The Prosecutor General of the Iranian Regime has expressed growing concern over the Iranian people’s social media use and linked it to growing cyber crimes and sin, during an interview with the Revolutionary Guards-affiliated Fars news agency.

Mohammad Jafar Montazeri said: “Why should we be witnessing so much crime and sin in our society? The numbers are terrifying and this should be a warning to our officials. My messages are to those who can cleanse [social media], even if its 50 per cent lesser. In the past ten months alone, cyberspace crimes and computer-based crimes have increased by 140 per cent.”

These remarks could easily be the precursor to a new wave of crackdowns and censorship against the Iranian people, as happened at the start of 2018 during the nationwide anti-regime protests.

Montazeri proceeded to go on a rampage against the messaging apps provided through social media platforms, calling them “disgraceful” and saying that authorities should be going to the Anti-Computer Crime Department to ask who is responsible for all this.

However, he was not the only mullah to take issue with social media recently.

Javad Javeed-Nia, the Deputy Prosecutor General in Cyberspace Affairs, claimed that 90% of Iran’s cyberspace is controlled by foreigners who wish to change the attitudes of the Iranian people. Given that he specifically referenced the Iranian opposition group the People’s Mojahedin Organization of Iran (PMOI/MEK) in this claim, he presumably meant with the ultimate goal of regime change.

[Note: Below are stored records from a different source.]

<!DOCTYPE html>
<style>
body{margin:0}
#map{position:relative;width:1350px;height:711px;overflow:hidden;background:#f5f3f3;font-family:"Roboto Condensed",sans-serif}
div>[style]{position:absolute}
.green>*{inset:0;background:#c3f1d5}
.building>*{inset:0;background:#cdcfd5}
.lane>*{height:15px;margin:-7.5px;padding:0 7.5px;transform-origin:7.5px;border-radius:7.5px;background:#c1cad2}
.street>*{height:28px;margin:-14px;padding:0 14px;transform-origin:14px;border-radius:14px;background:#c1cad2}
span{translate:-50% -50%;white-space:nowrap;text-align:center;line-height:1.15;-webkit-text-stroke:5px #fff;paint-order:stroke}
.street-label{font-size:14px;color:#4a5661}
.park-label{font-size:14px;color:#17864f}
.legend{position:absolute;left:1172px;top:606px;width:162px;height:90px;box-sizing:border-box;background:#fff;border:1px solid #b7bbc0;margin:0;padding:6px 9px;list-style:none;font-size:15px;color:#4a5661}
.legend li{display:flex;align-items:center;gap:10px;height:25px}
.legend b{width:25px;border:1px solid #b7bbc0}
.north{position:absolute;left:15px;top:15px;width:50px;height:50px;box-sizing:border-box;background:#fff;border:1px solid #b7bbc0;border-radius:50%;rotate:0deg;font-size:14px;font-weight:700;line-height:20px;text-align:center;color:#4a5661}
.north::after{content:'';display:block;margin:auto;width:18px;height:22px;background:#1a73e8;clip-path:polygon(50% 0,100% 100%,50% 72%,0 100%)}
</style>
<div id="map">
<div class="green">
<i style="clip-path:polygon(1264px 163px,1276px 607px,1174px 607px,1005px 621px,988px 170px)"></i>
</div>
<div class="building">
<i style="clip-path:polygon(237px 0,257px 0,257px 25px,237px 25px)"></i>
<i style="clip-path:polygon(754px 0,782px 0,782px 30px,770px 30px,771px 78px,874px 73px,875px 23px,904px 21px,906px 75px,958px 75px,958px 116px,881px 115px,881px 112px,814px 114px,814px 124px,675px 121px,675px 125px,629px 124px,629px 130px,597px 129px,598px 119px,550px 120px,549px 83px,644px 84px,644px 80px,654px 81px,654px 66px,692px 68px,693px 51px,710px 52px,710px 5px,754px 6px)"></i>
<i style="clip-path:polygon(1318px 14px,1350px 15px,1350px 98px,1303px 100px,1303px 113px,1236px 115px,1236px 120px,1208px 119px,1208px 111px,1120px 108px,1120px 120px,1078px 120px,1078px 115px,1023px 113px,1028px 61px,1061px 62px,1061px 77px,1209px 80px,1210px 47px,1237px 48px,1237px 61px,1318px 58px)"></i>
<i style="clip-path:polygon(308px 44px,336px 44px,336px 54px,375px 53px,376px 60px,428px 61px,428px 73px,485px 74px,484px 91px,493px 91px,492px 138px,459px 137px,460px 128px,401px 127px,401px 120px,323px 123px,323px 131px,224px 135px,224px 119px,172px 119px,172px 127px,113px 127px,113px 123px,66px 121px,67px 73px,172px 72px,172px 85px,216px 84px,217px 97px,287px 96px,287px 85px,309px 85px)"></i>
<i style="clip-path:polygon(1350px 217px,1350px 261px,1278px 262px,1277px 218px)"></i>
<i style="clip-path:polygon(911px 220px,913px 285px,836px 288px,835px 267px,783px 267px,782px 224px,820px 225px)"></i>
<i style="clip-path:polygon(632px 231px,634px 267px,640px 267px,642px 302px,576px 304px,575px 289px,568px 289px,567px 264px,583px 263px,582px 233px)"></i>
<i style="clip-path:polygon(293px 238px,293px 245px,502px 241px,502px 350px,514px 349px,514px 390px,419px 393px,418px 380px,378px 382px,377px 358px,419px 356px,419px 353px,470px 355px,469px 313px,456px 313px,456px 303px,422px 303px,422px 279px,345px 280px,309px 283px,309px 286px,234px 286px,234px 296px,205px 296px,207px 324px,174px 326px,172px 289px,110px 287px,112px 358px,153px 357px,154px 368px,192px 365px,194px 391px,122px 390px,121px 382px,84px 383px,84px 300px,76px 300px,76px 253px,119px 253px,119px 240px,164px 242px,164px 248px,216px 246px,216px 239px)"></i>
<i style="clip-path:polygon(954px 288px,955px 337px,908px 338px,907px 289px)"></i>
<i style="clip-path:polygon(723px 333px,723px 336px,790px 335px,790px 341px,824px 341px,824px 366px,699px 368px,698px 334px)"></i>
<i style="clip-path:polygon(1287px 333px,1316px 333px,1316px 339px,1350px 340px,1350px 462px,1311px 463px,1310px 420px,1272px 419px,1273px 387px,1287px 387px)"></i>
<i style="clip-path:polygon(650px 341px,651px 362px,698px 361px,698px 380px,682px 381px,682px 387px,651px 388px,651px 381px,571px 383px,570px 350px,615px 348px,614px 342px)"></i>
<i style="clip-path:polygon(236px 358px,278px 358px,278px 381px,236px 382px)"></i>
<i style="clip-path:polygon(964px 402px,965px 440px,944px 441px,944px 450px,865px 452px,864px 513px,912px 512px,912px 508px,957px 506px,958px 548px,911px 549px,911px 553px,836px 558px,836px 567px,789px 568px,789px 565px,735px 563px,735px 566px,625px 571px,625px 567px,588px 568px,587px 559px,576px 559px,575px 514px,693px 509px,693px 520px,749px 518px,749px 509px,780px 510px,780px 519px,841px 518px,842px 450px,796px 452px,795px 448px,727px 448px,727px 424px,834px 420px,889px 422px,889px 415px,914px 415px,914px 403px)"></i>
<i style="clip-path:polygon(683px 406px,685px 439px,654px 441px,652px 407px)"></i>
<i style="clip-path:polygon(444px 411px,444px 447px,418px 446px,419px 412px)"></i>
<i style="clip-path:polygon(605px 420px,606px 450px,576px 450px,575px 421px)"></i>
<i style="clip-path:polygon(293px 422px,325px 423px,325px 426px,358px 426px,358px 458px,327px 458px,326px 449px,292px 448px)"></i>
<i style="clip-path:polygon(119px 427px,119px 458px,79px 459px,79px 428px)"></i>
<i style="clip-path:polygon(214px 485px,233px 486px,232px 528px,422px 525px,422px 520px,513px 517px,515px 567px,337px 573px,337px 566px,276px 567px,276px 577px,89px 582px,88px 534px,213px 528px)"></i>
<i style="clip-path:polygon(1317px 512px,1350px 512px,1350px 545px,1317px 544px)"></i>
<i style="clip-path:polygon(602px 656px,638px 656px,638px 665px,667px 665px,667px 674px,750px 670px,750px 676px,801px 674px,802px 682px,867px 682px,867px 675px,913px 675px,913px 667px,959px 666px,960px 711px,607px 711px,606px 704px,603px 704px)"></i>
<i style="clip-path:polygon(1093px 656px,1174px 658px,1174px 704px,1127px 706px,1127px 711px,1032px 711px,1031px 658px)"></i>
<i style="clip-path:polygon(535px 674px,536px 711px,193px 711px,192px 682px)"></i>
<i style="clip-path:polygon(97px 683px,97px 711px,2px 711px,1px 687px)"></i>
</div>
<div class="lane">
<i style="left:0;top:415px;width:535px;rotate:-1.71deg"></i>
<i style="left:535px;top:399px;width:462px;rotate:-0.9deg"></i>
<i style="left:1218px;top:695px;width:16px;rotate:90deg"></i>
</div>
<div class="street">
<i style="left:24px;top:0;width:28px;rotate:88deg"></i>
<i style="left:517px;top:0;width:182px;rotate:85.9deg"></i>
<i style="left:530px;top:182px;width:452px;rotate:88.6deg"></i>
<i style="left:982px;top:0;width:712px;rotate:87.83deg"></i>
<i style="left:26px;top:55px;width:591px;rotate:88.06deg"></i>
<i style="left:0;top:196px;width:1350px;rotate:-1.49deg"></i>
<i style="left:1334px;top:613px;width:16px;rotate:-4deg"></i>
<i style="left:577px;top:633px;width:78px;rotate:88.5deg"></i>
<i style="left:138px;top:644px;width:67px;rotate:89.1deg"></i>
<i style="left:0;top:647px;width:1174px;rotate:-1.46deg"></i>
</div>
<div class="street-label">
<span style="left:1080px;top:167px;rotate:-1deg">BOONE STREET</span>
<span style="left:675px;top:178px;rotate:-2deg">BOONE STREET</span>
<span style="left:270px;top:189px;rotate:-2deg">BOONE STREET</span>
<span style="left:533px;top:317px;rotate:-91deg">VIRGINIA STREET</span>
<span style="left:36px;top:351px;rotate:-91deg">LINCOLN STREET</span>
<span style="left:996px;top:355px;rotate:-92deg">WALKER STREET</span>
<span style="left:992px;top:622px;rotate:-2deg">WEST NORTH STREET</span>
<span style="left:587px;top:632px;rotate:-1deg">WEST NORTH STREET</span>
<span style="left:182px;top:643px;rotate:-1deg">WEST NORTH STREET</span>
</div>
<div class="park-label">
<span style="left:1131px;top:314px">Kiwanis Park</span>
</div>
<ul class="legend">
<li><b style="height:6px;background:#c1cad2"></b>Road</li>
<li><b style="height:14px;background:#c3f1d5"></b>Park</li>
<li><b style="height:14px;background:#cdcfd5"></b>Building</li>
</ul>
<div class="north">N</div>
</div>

Javeed-Nia said: “Those who care about our state must launch a media campaign against the enemy, identify the enemy’s strengths and weaknesses, and place forward an adequate analysis.”

It is clear from all of this that the Regime sees public access to a free and fair internet as a growing threat to the continued rule of the mullahs, especially if the Iranian people should happen to read posts by the PMOI/MEK.

However, this does beg the question, why would Iranians be swayed into protests and risk their lives for regime change if living under the mullahs was so good in the first place? The answer being that the Iranian Regime is a dire dictatorship to live under and the PMOI/MEK represent the best chance for the Iranian people to live free in a democracy.

The Iranian people are not being influenced by what foreigners post about their country, but rather by what they experience in their daily lives. Shockingly, a regime that seeks to censor the internet and execute protesters does not endear itself to its people.